• Recorded information:

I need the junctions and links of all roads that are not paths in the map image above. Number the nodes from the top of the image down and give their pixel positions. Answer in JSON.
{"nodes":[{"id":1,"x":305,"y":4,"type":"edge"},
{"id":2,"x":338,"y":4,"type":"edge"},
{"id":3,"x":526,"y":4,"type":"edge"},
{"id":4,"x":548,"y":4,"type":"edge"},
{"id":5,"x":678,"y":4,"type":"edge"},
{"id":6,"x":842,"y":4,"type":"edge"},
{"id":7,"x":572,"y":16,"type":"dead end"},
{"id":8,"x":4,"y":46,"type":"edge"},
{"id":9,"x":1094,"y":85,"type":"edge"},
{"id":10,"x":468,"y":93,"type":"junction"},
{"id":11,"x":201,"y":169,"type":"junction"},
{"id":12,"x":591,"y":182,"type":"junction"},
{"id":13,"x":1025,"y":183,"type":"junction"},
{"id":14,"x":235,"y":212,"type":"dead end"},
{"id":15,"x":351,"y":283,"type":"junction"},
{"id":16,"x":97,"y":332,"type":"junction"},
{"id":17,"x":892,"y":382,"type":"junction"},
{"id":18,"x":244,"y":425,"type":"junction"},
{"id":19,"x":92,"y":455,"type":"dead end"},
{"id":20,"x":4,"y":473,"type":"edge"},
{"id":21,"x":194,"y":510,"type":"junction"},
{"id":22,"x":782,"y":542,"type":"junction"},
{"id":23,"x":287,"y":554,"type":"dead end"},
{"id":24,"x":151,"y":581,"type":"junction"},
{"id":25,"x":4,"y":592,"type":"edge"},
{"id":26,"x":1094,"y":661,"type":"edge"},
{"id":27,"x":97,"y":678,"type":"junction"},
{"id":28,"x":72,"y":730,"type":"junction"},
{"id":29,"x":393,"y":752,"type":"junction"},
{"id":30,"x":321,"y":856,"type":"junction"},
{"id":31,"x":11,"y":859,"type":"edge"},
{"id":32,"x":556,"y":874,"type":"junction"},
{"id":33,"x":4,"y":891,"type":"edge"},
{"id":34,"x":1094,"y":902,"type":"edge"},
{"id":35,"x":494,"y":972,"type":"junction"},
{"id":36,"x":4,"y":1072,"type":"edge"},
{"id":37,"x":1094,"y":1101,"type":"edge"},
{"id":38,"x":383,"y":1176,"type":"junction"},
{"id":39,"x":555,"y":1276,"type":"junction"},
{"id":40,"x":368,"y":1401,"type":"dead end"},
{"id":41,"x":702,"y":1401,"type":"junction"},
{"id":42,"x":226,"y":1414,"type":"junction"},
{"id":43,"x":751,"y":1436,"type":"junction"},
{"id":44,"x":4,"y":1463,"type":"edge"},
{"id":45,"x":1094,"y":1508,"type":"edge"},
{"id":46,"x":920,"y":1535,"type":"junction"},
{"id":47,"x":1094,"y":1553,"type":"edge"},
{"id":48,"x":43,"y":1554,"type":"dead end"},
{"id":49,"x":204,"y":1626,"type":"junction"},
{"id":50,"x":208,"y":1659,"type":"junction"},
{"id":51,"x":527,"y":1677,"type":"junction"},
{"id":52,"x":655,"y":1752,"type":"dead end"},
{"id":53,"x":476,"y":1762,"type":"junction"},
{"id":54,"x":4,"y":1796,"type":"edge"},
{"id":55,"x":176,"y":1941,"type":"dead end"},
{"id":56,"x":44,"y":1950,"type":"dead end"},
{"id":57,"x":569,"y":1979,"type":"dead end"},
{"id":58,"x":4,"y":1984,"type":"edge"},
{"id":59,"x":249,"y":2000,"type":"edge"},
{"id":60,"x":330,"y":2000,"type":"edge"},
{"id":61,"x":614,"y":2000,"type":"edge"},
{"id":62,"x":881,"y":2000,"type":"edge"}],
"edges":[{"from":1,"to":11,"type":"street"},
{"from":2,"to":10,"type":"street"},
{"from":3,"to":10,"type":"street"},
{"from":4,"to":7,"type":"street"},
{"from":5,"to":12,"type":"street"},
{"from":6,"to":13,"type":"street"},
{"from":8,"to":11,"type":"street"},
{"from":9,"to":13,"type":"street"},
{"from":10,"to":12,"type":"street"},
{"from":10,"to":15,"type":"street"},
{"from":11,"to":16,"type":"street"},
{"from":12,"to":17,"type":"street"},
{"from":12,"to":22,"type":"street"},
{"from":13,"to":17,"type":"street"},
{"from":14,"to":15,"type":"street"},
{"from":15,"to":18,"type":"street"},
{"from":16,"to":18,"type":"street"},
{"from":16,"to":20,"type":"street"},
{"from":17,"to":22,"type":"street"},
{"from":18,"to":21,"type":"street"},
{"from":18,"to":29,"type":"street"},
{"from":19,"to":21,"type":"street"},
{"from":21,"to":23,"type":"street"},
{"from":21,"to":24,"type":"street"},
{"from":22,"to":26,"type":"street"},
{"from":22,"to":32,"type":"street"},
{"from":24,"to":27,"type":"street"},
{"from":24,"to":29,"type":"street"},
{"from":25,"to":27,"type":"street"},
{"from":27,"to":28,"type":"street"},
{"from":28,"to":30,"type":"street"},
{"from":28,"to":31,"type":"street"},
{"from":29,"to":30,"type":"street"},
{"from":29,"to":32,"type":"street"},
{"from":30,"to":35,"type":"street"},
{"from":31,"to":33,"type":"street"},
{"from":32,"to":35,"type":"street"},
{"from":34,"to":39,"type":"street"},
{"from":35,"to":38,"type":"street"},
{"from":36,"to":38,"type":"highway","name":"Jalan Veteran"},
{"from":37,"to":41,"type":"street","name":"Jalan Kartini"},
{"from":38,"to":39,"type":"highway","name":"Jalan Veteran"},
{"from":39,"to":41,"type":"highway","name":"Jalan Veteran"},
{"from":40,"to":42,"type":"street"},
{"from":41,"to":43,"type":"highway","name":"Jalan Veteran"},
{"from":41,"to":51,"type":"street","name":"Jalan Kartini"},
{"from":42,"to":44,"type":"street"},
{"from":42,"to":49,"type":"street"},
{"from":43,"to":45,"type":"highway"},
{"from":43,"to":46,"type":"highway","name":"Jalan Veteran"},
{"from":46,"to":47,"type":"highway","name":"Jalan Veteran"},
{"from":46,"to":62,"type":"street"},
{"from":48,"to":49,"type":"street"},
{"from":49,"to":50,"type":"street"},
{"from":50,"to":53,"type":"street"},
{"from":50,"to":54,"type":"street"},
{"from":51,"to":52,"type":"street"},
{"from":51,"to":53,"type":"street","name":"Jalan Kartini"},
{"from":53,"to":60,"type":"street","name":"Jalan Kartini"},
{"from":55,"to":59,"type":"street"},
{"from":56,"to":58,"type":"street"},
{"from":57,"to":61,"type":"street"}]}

• Exercise:
Each record above is to be reproduced exactly, in full.

• Exercise output:
I need the junctions and links of all roads that are not paths in the map image above. Number the nodes from the top of the image down and give their pixel positions. Answer in JSON.
{"nodes":[{"id":1,"x":305,"y":4,"type":"edge"},
{"id":2,"x":338,"y":4,"type":"edge"},
{"id":3,"x":526,"y":4,"type":"edge"},
{"id":4,"x":548,"y":4,"type":"edge"},
{"id":5,"x":678,"y":4,"type":"edge"},
{"id":6,"x":842,"y":4,"type":"edge"},
{"id":7,"x":572,"y":16,"type":"dead end"},
{"id":8,"x":4,"y":46,"type":"edge"},
{"id":9,"x":1094,"y":85,"type":"edge"},
{"id":10,"x":468,"y":93,"type":"junction"},
{"id":11,"x":201,"y":169,"type":"junction"},
{"id":12,"x":591,"y":182,"type":"junction"},
{"id":13,"x":1025,"y":183,"type":"junction"},
{"id":14,"x":235,"y":212,"type":"dead end"},
{"id":15,"x":351,"y":283,"type":"junction"},
{"id":16,"x":97,"y":332,"type":"junction"},
{"id":17,"x":892,"y":382,"type":"junction"},
{"id":18,"x":244,"y":425,"type":"junction"},
{"id":19,"x":92,"y":455,"type":"dead end"},
{"id":20,"x":4,"y":473,"type":"edge"},
{"id":21,"x":194,"y":510,"type":"junction"},
{"id":22,"x":782,"y":542,"type":"junction"},
{"id":23,"x":287,"y":554,"type":"dead end"},
{"id":24,"x":151,"y":581,"type":"junction"},
{"id":25,"x":4,"y":592,"type":"edge"},
{"id":26,"x":1094,"y":661,"type":"edge"},
{"id":27,"x":97,"y":678,"type":"junction"},
{"id":28,"x":72,"y":730,"type":"junction"},
{"id":29,"x":393,"y":752,"type":"junction"},
{"id":30,"x":321,"y":856,"type":"junction"},
{"id":31,"x":11,"y":859,"type":"edge"},
{"id":32,"x":556,"y":874,"type":"junction"},
{"id":33,"x":4,"y":891,"type":"edge"},
{"id":34,"x":1094,"y":902,"type":"edge"},
{"id":35,"x":494,"y":972,"type":"junction"},
{"id":36,"x":4,"y":1072,"type":"edge"},
{"id":37,"x":1094,"y":1101,"type":"edge"},
{"id":38,"x":383,"y":1176,"type":"junction"},
{"id":39,"x":555,"y":1276,"type":"junction"},
{"id":40,"x":368,"y":1401,"type":"dead end"},
{"id":41,"x":702,"y":1401,"type":"junction"},
{"id":42,"x":226,"y":1414,"type":"junction"},
{"id":43,"x":751,"y":1436,"type":"junction"},
{"id":44,"x":4,"y":1463,"type":"edge"},
{"id":45,"x":1094,"y":1508,"type":"edge"},
{"id":46,"x":920,"y":1535,"type":"junction"},
{"id":47,"x":1094,"y":1553,"type":"edge"},
{"id":48,"x":43,"y":1554,"type":"dead end"},
{"id":49,"x":204,"y":1626,"type":"junction"},
{"id":50,"x":208,"y":1659,"type":"junction"},
{"id":51,"x":527,"y":1677,"type":"junction"},
{"id":52,"x":655,"y":1752,"type":"dead end"},
{"id":53,"x":476,"y":1762,"type":"junction"},
{"id":54,"x":4,"y":1796,"type":"edge"},
{"id":55,"x":176,"y":1941,"type":"dead end"},
{"id":56,"x":44,"y":1950,"type":"dead end"},
{"id":57,"x":569,"y":1979,"type":"dead end"},
{"id":58,"x":4,"y":1984,"type":"edge"},
{"id":59,"x":249,"y":2000,"type":"edge"},
{"id":60,"x":330,"y":2000,"type":"edge"},
{"id":61,"x":614,"y":2000,"type":"edge"},
{"id":62,"x":881,"y":2000,"type":"edge"}],
"edges":[{"from":1,"to":11,"type":"street"},
{"from":2,"to":10,"type":"street"},
{"from":3,"to":10,"type":"street"},
{"from":4,"to":7,"type":"street"},
{"from":5,"to":12,"type":"street"},
{"from":6,"to":13,"type":"street"},
{"from":8,"to":11,"type":"street"},
{"from":9,"to":13,"type":"street"},
{"from":10,"to":12,"type":"street"},
{"from":10,"to":15,"type":"street"},
{"from":11,"to":16,"type":"street"},
{"from":12,"to":17,"type":"street"},
{"from":12,"to":22,"type":"street"},
{"from":13,"to":17,"type":"street"},
{"from":14,"to":15,"type":"street"},
{"from":15,"to":18,"type":"street"},
{"from":16,"to":18,"type":"street"},
{"from":16,"to":20,"type":"street"},
{"from":17,"to":22,"type":"street"},
{"from":18,"to":21,"type":"street"},
{"from":18,"to":29,"type":"street"},
{"from":19,"to":21,"type":"street"},
{"from":21,"to":23,"type":"street"},
{"from":21,"to":24,"type":"street"},
{"from":22,"to":26,"type":"street"},
{"from":22,"to":32,"type":"street"},
{"from":24,"to":27,"type":"street"},
{"from":24,"to":29,"type":"street"},
{"from":25,"to":27,"type":"street"},
{"from":27,"to":28,"type":"street"},
{"from":28,"to":30,"type":"street"},
{"from":28,"to":31,"type":"street"},
{"from":29,"to":30,"type":"street"},
{"from":29,"to":32,"type":"street"},
{"from":30,"to":35,"type":"street"},
{"from":31,"to":33,"type":"street"},
{"from":32,"to":35,"type":"street"},
{"from":34,"to":39,"type":"street"},
{"from":35,"to":38,"type":"street"},
{"from":36,"to":38,"type":"highway","name":"Jalan Veteran"},
{"from":37,"to":41,"type":"street","name":"Jalan Kartini"},
{"from":38,"to":39,"type":"highway","name":"Jalan Veteran"},
{"from":39,"to":41,"type":"highway","name":"Jalan Veteran"},
{"from":40,"to":42,"type":"street"},
{"from":41,"to":43,"type":"highway","name":"Jalan Veteran"},
{"from":41,"to":51,"type":"street","name":"Jalan Kartini"},
{"from":42,"to":44,"type":"street"},
{"from":42,"to":49,"type":"street"},
{"from":43,"to":45,"type":"highway"},
{"from":43,"to":46,"type":"highway","name":"Jalan Veteran"},
{"from":46,"to":47,"type":"highway","name":"Jalan Veteran"},
{"from":46,"to":62,"type":"street"},
{"from":48,"to":49,"type":"street"},
{"from":49,"to":50,"type":"street"},
{"from":50,"to":53,"type":"street"},
{"from":50,"to":54,"type":"street"},
{"from":51,"to":52,"type":"street"},
{"from":51,"to":53,"type":"street","name":"Jalan Kartini"},
{"from":53,"to":60,"type":"street","name":"Jalan Kartini"},
{"from":55,"to":59,"type":"street"},
{"from":56,"to":58,"type":"street"},
{"from":57,"to":61,"type":"street"}]}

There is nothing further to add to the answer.